> _YOUR ASSIGNMENT_
Down to the final line, print the records again exactly.

> _Collection entries_
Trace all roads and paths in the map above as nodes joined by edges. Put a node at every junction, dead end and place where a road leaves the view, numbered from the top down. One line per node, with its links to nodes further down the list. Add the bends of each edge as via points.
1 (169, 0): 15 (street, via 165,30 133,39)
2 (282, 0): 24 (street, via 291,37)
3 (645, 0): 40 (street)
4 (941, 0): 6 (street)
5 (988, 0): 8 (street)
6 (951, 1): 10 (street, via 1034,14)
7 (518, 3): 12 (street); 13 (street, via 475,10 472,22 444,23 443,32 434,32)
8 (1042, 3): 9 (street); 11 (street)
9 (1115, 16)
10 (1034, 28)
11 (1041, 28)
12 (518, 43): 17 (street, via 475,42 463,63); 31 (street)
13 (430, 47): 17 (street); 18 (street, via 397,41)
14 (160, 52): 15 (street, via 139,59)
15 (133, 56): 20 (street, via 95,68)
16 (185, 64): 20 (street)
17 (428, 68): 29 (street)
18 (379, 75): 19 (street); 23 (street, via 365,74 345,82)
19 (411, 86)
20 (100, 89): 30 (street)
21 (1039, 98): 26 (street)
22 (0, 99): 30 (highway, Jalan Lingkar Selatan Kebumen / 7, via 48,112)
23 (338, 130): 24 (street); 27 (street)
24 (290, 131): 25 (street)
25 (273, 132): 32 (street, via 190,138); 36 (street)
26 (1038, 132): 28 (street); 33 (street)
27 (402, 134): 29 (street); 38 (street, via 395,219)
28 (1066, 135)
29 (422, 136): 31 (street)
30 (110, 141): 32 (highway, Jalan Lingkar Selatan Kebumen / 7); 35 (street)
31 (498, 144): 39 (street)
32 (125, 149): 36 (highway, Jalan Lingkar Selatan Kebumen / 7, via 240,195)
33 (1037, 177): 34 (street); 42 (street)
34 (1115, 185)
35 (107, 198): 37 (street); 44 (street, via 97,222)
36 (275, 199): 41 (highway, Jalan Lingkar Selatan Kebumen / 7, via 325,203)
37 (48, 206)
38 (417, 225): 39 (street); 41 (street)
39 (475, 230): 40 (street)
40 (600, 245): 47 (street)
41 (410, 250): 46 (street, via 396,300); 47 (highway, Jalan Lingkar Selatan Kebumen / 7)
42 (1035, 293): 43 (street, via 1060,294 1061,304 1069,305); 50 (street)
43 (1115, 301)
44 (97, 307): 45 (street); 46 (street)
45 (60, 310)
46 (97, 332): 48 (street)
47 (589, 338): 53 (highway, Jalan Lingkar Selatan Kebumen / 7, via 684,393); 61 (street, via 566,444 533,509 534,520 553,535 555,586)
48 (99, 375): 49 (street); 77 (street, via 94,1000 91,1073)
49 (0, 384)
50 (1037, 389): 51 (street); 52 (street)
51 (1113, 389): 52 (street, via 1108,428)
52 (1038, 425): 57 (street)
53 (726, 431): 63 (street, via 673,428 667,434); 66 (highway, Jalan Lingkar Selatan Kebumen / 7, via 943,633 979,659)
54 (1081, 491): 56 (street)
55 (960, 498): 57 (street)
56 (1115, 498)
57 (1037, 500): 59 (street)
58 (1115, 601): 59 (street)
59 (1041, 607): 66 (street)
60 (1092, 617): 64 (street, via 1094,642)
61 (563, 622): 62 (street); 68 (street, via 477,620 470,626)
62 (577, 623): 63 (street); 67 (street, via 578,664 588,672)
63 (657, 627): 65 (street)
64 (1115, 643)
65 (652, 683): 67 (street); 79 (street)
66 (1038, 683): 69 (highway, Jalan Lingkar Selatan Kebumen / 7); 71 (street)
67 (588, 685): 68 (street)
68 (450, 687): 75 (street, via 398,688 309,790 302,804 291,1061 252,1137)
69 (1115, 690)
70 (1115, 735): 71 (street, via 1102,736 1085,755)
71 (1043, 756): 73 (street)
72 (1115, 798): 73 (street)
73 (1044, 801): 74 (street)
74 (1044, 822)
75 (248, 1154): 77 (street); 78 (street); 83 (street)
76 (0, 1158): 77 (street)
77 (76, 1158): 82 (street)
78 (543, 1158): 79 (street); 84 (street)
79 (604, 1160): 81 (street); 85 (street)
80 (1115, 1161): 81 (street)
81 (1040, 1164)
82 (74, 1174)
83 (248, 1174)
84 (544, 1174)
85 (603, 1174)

> _WRITTEN SOLUTION_
Trace all roads and paths in the map above as nodes joined by edges. Put a node at every junction, dead end and place where a road leaves the view, numbered from the top down. One line per node, with its links to nodes further down the list. Add the bends of each edge as via points.
1 (169, 0): 15 (street, via 165,30 133,39)
2 (282, 0): 24 (street, via 291,37)
3 (645, 0): 40 (street)
4 (941, 0): 6 (street)
5 (988, 0): 8 (street)
6 (951, 1): 10 (street, via 1034,14)
7 (518, 3): 12 (street); 13 (street, via 475,10 472,22 444,23 443,32 434,32)
8 (1042, 3): 9 (street); 11 (street)
9 (1115, 16)
10 (1034, 28)
11 (1041, 28)
12 (518, 43): 17 (street, via 475,42 463,63); 31 (street)
13 (430, 47): 17 (street); 18 (street, via 397,41)
14 (160, 52): 15 (street, via 139,59)
15 (133, 56): 20 (street, via 95,68)
16 (185, 64): 20 (street)
17 (428, 68): 29 (street)
18 (379, 75): 19 (street); 23 (street, via 365,74 345,82)
19 (411, 86)
20 (100, 89): 30 (street)
21 (1039, 98): 26 (street)
22 (0, 99): 30 (highway, Jalan Lingkar Selatan Kebumen / 7, via 48,112)
23 (338, 130): 24 (street); 27 (street)
24 (290, 131): 25 (street)
25 (273, 132): 32 (street, via 190,138); 36 (street)
26 (1038, 132): 28 (street); 33 (street)
27 (402, 134): 29 (street); 38 (street, via 395,219)
28 (1066, 135)
29 (422, 136): 31 (street)
30 (110, 141): 32 (highway, Jalan Lingkar Selatan Kebumen / 7); 35 (street)
31 (498, 144): 39 (street)
32 (125, 149): 36 (highway, Jalan Lingkar Selatan Kebumen / 7, via 240,195)
33 (1037, 177): 34 (street); 42 (street)
34 (1115, 185)
35 (107, 198): 37 (street); 44 (street, via 97,222)
36 (275, 199): 41 (highway, Jalan Lingkar Selatan Kebumen / 7, via 325,203)
37 (48, 206)
38 (417, 225): 39 (street); 41 (street)
39 (475, 230): 40 (street)
40 (600, 245): 47 (street)
41 (410, 250): 46 (street, via 396,300); 47 (highway, Jalan Lingkar Selatan Kebumen / 7)
42 (1035, 293): 43 (street, via 1060,294 1061,304 1069,305); 50 (street)
43 (1115, 301)
44 (97, 307): 45 (street); 46 (street)
45 (60, 310)
46 (97, 332): 48 (street)
47 (589, 338): 53 (highway, Jalan Lingkar Selatan Kebumen / 7, via 684,393); 61 (street, via 566,444 533,509 534,520 553,535 555,586)
48 (99, 375): 49 (street); 77 (street, via 94,1000 91,1073)
49 (0, 384)
50 (1037, 389): 51 (street); 52 (street)
51 (1113, 389): 52 (street, via 1108,428)
52 (1038, 425): 57 (street)
53 (726, 431): 63 (street, via 673,428 667,434); 66 (highway, Jalan Lingkar Selatan Kebumen / 7, via 943,633 979,659)
54 (1081, 491): 56 (street)
55 (960, 498): 57 (street)
56 (1115, 498)
57 (1037, 500): 59 (street)
58 (1115, 601): 59 (street)
59 (1041, 607): 66 (street)
60 (1092, 617): 64 (street, via 1094,642)
61 (563, 622): 62 (street); 68 (street, via 477,620 470,626)
62 (577, 623): 63 (street); 67 (street, via 578,664 588,672)
63 (657, 627): 65 (street)
64 (1115, 643)
65 (652, 683): 67 (street); 79 (street)
66 (1038, 683): 69 (highway, Jalan Lingkar Selatan Kebumen / 7); 71 (street)
67 (588, 685): 68 (street)
68 (450, 687): 75 (street, via 398,688 309,790 302,804 291,1061 252,1137)
69 (1115, 690)
70 (1115, 735): 71 (street, via 1102,736 1085,755)
71 (1043, 756): 73 (street)
72 (1115, 798): 73 (street)
73 (1044, 801): 74 (street)
74 (1044, 822)
75 (248, 1154): 77 (street); 78 (street); 83 (street)
76 (0, 1158): 77 (street)
77 (76, 1158): 82 (street)
78 (543, 1158): 79 (street); 84 (street)
79 (604, 1160): 81 (street); 85 (street)
80 (1115, 1161): 81 (street)
81 (1040, 1164)
82 (74, 1174)
83 (248, 1174)
84 (544, 1174)
85 (603, 1174)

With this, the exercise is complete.